Aberdare Mountains and The Ark

  Even though the Aberdare Mountains have national park status here in Kenya, many safari goers miss out on a visit to this unique ecosystem. And those that do come mostly get a look at one waterhole and call it good. There is more than meets the eye in this park, and our group was up for exploring it in multiple ways. 

  After a hectic drive (even for us passengers) through Nairobi's infamous traffic, we made it to the Aberdare Country Club. Boasting an 18 hole golf course, spotted with wildlife, this gated area seems out of place on the outskirts of Nyeri town. The buildings are made of stone and carry a certain colonial vibe to the architecture. The lunch spread was quite nice, the view over the grounds even better, and colorful birds like fire finches and cordon blues played in the bird bath. Sarah B, Rod, Amy, and I went for a walk along the golf course after lunch to see what animals we could spot. The course was a bit overgrown and hard to follow numerically, but we managed to see herds of impala, wart hogs, zebra, and one big eland. After an hour we loaded up on the club's bus, which we had completely to ourselves, then headed into the park to go to our lodge called, the Ark. 

  We stopped for animals a few times on our short drive in, and barely missed a leopard (the car in front of us had seen it cross and run into the bushes), and checked giant forest hogs off our wildlife checklist. We were met out front of the ark by a group of men who helped with the luggage. After finding our rooms we dashed to the waterhole overlook. There are three levels to watch from, a hide that is below ground level, a ground level view behind glass, and an over the top view that is open. A family of elephants was snacking on the salty ground near the waterhole, only a few dozen feet away from us in the hide. A mother hyena with two playful cubs also bounded into view. 

  One special part of staying at the Ark, is that they will buzz your room if any special animal visits the water hole during the night. We didn't get buzzed this night, although I did go and check myself around 3am just to make sure. It was pretty quiet except for a few spotted genets running around the rocks just outside the hide. I even saw one dip into the hide at one point before quickly scampering back out.

  The next morning we had a very relaxing breakfast, sharing the big dining room with only six other guests. The elephants were back at the watering hole, along with some buffalo and another forest hog. The boardwalk out front of the Ark turned out to be a fabulous place for birdwatching, with a few species of beautiful sunbirds spotted going from flower to flower. Right at 9am we checked out and found James waiting for us outside the lodge. He had spent the night with his mother in Nyeri town, which turns out to be the town where he grew up. He told us a story about sneaking into the mountains to tease the young buffalo into chasing him but they could never catch him in the bush. 

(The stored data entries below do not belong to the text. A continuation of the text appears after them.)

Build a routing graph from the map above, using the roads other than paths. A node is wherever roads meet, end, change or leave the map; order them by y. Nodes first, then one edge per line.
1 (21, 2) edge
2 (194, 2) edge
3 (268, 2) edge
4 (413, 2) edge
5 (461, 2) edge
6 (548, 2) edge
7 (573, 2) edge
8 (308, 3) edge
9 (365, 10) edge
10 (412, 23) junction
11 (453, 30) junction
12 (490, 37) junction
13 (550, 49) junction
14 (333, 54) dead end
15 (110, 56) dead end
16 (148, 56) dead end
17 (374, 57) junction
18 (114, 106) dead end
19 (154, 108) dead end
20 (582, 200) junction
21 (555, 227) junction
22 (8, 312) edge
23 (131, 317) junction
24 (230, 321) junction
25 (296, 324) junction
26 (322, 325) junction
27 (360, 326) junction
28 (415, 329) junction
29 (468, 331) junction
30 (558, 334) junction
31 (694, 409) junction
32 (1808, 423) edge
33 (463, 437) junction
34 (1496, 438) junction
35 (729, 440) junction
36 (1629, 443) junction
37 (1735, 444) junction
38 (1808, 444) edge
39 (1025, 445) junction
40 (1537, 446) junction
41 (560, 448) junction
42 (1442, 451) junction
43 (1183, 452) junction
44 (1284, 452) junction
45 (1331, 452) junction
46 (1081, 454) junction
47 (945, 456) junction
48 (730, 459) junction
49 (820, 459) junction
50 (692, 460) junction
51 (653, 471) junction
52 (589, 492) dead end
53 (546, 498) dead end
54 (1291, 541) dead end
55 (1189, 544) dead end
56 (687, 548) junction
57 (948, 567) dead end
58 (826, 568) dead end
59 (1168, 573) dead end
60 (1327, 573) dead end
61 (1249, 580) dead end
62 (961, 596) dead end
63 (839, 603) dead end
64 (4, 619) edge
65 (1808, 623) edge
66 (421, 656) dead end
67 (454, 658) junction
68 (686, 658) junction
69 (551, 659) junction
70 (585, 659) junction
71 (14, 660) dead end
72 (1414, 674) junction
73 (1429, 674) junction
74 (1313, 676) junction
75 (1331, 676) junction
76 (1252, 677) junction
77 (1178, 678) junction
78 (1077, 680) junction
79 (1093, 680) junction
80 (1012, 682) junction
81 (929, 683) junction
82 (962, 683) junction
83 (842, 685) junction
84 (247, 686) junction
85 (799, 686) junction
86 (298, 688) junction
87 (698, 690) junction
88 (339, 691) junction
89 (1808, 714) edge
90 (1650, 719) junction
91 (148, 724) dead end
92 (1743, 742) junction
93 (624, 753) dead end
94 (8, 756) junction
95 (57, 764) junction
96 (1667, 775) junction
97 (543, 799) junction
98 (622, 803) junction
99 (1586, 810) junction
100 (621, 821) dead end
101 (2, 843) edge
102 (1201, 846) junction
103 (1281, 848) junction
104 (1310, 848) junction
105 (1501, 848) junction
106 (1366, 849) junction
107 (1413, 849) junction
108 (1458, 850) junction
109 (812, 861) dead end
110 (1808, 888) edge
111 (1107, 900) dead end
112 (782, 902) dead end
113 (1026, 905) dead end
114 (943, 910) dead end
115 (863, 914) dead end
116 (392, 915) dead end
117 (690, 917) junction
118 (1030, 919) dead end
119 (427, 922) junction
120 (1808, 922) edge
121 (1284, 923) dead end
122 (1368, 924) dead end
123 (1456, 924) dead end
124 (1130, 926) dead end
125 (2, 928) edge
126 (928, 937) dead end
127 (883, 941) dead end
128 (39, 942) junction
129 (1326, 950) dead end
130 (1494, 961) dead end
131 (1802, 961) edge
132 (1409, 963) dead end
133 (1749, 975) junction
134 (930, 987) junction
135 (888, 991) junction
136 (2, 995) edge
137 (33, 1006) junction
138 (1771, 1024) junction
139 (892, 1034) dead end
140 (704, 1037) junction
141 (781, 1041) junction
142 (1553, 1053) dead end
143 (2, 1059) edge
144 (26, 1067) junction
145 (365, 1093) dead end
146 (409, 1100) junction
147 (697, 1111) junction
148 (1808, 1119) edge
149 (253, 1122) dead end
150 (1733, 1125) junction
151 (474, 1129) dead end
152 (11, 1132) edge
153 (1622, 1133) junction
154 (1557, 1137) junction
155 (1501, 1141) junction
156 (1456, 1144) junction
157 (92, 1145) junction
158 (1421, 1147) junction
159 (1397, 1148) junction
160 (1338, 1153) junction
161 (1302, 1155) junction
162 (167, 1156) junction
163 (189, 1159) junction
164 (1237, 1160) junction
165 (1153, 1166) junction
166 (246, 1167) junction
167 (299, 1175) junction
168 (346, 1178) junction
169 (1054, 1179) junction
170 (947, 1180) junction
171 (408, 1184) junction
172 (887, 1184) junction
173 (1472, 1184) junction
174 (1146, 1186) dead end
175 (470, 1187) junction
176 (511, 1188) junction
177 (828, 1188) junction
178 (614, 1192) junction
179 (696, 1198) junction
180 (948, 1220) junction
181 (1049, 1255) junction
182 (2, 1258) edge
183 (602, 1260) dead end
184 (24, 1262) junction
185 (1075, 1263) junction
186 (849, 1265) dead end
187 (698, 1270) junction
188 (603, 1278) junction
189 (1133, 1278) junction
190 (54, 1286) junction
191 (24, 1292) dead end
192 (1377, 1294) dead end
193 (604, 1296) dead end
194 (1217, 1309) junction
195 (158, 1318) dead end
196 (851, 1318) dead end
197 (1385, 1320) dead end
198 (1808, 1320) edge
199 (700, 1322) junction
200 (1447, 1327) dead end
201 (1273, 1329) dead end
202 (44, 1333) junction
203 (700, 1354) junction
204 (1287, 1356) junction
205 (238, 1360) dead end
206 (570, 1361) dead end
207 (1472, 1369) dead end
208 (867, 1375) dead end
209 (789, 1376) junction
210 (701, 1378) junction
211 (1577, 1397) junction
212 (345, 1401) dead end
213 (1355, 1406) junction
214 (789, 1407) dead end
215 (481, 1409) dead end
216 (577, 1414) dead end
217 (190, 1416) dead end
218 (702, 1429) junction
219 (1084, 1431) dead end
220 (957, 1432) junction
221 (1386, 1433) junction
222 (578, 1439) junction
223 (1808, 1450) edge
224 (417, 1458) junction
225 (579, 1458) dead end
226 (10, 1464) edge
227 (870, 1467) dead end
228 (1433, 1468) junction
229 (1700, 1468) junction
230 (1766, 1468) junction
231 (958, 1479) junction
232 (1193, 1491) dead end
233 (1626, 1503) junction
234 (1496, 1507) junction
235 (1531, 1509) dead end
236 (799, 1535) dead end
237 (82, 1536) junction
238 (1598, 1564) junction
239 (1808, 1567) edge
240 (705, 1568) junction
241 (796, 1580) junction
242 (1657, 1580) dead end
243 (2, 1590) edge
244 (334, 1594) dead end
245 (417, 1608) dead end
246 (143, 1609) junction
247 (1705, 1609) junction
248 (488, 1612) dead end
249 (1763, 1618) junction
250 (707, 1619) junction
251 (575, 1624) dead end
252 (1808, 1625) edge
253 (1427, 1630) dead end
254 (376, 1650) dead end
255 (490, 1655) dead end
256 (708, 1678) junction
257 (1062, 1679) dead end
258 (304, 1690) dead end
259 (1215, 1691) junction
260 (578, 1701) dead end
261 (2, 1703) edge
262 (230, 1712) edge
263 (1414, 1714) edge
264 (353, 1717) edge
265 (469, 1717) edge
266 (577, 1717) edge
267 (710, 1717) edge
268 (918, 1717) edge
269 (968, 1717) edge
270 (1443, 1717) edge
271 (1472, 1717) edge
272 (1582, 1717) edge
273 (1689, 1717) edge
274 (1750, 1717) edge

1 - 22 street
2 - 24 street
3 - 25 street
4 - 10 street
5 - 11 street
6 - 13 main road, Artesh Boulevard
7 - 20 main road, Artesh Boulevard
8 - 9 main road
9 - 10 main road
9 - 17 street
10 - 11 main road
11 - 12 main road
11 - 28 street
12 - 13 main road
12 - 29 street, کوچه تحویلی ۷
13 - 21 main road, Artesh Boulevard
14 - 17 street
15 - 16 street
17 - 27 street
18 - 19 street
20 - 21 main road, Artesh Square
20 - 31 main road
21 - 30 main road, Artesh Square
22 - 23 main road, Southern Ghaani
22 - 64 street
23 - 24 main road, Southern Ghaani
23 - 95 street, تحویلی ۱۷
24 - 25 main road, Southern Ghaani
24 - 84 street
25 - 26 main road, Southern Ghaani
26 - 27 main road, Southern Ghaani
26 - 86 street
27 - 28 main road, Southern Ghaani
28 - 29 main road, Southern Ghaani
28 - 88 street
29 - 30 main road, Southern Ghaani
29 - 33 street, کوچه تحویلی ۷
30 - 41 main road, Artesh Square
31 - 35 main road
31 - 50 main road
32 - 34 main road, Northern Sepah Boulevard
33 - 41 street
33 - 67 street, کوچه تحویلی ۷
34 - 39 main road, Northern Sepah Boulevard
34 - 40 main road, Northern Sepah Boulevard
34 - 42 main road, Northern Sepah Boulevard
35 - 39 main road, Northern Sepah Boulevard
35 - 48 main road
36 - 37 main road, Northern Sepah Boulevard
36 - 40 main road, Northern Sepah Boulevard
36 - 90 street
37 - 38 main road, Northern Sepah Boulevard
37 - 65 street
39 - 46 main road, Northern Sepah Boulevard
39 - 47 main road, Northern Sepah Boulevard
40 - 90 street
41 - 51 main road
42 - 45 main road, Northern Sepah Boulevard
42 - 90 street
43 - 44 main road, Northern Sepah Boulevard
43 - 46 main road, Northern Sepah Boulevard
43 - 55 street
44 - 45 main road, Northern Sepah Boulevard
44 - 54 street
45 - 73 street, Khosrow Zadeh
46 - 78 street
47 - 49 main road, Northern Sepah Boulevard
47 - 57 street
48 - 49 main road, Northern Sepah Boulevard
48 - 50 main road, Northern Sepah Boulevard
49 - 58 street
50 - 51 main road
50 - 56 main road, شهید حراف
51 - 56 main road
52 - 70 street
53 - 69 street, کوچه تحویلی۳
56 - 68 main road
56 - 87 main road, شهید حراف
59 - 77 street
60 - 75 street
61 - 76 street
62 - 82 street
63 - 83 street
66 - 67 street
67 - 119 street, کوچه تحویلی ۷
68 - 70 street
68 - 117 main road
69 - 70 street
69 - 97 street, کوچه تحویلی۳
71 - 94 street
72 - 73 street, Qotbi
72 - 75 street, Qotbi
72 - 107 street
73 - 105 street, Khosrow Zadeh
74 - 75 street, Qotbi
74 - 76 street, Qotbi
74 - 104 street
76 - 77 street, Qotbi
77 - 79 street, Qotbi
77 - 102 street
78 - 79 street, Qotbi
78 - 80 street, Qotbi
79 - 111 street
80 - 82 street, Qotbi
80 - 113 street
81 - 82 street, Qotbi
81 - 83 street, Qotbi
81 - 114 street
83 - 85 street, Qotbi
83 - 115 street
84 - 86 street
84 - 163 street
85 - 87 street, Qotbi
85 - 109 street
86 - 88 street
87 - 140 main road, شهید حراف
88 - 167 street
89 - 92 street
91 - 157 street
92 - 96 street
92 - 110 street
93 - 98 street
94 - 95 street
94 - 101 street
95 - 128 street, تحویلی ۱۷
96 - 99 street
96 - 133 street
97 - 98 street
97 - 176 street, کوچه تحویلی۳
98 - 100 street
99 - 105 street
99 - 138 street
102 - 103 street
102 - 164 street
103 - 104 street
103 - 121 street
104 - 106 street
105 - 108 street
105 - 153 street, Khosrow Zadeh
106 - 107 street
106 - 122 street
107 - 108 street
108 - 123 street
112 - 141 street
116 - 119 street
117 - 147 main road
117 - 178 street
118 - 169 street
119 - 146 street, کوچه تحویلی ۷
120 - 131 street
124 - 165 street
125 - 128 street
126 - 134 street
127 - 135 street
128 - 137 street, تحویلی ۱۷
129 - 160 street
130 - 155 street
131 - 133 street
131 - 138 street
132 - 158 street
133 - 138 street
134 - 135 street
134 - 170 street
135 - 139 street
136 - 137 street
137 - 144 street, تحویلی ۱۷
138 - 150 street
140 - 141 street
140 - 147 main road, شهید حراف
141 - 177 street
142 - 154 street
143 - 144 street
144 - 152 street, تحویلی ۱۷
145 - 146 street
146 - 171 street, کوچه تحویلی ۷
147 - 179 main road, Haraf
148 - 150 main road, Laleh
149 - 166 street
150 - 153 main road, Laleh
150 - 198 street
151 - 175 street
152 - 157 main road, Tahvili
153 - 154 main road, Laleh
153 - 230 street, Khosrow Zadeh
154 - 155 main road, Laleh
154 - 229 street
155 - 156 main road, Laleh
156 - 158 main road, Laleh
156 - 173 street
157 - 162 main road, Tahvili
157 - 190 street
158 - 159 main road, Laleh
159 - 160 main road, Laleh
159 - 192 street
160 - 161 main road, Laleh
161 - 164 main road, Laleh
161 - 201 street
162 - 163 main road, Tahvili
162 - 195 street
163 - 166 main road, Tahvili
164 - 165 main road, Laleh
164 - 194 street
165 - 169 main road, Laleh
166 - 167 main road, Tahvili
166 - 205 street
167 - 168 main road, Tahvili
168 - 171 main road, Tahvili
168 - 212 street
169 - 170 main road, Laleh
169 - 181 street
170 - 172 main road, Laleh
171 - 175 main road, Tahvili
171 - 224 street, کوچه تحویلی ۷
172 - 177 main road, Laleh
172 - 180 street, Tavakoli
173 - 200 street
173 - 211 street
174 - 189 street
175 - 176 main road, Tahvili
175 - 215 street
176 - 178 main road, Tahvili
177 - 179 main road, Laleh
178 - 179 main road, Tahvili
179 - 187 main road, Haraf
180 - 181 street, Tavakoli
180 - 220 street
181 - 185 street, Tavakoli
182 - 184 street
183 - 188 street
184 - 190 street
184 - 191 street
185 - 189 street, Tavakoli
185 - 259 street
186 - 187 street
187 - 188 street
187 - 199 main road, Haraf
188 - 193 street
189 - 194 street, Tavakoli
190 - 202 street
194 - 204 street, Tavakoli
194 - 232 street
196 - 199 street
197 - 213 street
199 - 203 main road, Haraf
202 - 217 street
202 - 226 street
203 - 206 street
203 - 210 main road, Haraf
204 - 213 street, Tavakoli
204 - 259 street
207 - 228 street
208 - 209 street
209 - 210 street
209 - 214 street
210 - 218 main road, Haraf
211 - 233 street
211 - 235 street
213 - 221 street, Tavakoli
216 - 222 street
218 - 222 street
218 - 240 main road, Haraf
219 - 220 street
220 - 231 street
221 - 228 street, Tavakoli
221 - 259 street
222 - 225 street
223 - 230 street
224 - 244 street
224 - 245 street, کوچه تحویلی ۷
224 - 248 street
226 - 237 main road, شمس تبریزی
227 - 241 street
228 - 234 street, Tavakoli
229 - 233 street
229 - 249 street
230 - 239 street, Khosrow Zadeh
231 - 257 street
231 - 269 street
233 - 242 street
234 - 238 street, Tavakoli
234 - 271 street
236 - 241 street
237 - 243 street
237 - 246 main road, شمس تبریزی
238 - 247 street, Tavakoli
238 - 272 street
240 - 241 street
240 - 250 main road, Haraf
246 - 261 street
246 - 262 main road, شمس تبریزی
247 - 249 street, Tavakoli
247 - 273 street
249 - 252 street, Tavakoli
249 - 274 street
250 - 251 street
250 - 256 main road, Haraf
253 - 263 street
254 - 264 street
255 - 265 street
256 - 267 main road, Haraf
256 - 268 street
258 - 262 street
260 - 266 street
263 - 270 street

   We spent the morning and early afternoon driving up to the 10,000ft top of the Aberdare Mountains. It was pretty dense forest on the way up but then around 9,500ft we busted through the tree layer and into the open vastness of the moors. We stopped at the Chania waterfall for a little hike down to the bottom. Then James took us to another waterfall down a crazy muddy road that I had never been too. I was too busy jumping out of the bushes and growling to scare Sarah B. that I missed the turnoff to the waterfall. We ended up walking miles down a road that would have eventually led to a fishing camp that I'm sure noone had been to in ages. We eventually turned back and found the turnoff literally right down from the parking lot. James had been a bit worried but all was good and we scored a nice hike in the process. Luckily we didn't run across any forest elephants or grump old bull buffalo along the road. 

  After that we descended off the other side of the Aberdare mountains. We drove through a torrential downpour and into our next destination of Nakuru. I had us holed up at the Eastmark Hotel which turned out to be not as good as I had hoped. But seeing the roads of Nakuru turn into rushing rivers was definitely a sight. Chalk it up to another wild day on safari. 


Sarah SW with a female bushbuck on the lawn

Sean and Lindsay at the Aberdare Country Club

The boardwalk heading back to the Ark

Chania falls way up in the moors of Aberdare National Park



The hike to nowhere
Found it!


Eight little bee eaters sitting on a branch

Sunbird off the boardwalk

A tiny antelope called a Suni

A spotted hyena staring us down

Giant forest hogs checking us out
Flat tire on the Land Cruiser on the way out. James had it fixed in a flash.